(Collected data)
──────────
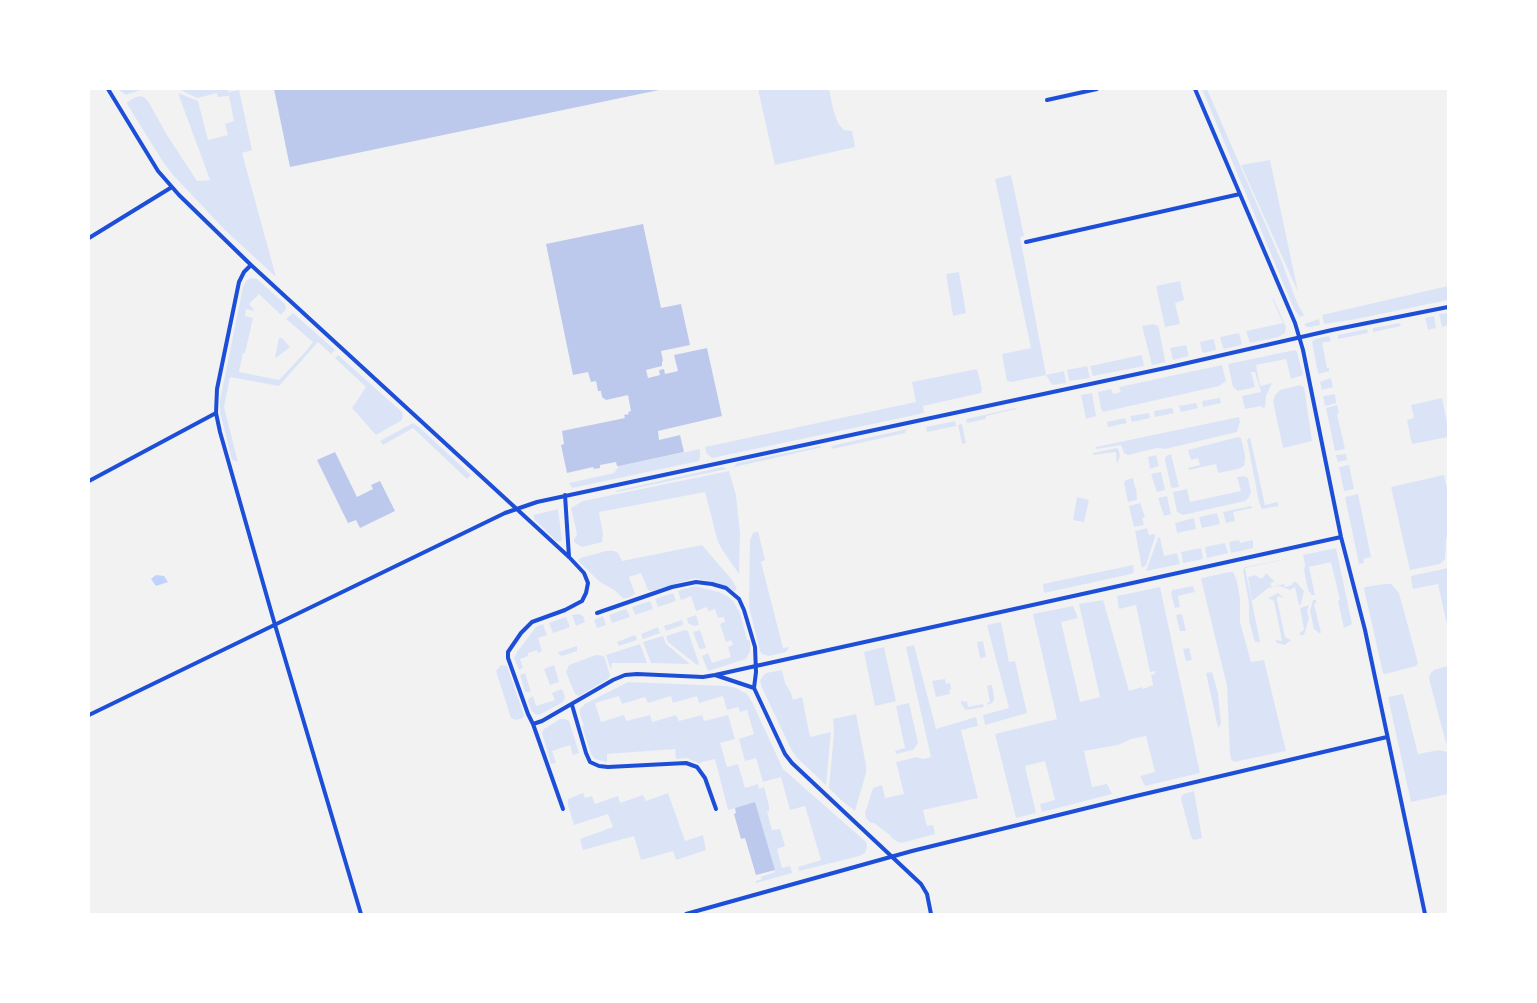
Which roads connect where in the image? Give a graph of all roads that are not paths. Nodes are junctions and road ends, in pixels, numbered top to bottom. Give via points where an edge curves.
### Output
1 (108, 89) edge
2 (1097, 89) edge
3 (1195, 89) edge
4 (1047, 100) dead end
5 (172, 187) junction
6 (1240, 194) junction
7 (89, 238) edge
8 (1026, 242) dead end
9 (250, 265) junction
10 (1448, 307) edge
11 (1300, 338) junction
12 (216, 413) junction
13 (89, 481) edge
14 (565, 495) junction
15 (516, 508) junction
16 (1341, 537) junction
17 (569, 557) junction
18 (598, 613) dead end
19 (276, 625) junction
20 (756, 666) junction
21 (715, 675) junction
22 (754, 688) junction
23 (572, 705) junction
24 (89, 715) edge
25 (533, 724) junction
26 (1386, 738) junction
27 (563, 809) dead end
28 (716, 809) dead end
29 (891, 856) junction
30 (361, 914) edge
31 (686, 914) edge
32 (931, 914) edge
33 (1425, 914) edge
──────────
**Problem to work on:** Please repeat the data verbatim and leave the pictures out of your copy.

**Exercise response:**
Which roads connect where in the image? Give a graph of all roads that are not paths. Nodes are junctions and road ends, in pixels, numbered top to bottom. Give via points where an edge curves.
### Output
1 (108, 89) edge
2 (1097, 89) edge
3 (1195, 89) edge
4 (1047, 100) dead end
5 (172, 187) junction
6 (1240, 194) junction
7 (89, 238) edge
8 (1026, 242) dead end
9 (250, 265) junction
10 (1448, 307) edge
11 (1300, 338) junction
12 (216, 413) junction
13 (89, 481) edge
14 (565, 495) junction
15 (516, 508) junction
16 (1341, 537) junction
17 (569, 557) junction
18 (598, 613) dead end
19 (276, 625) junction
20 (756, 666) junction
21 (715, 675) junction
22 (754, 688) junction
23 (572, 705) junction
24 (89, 715) edge
25 (533, 724) junction
26 (1386, 738) junction
27 (563, 809) dead end
28 (716, 809) dead end
29 (891, 856) junction
30 (361, 914) edge
31 (686, 914) edge
32 (931, 914) edge
33 (1425, 914) edge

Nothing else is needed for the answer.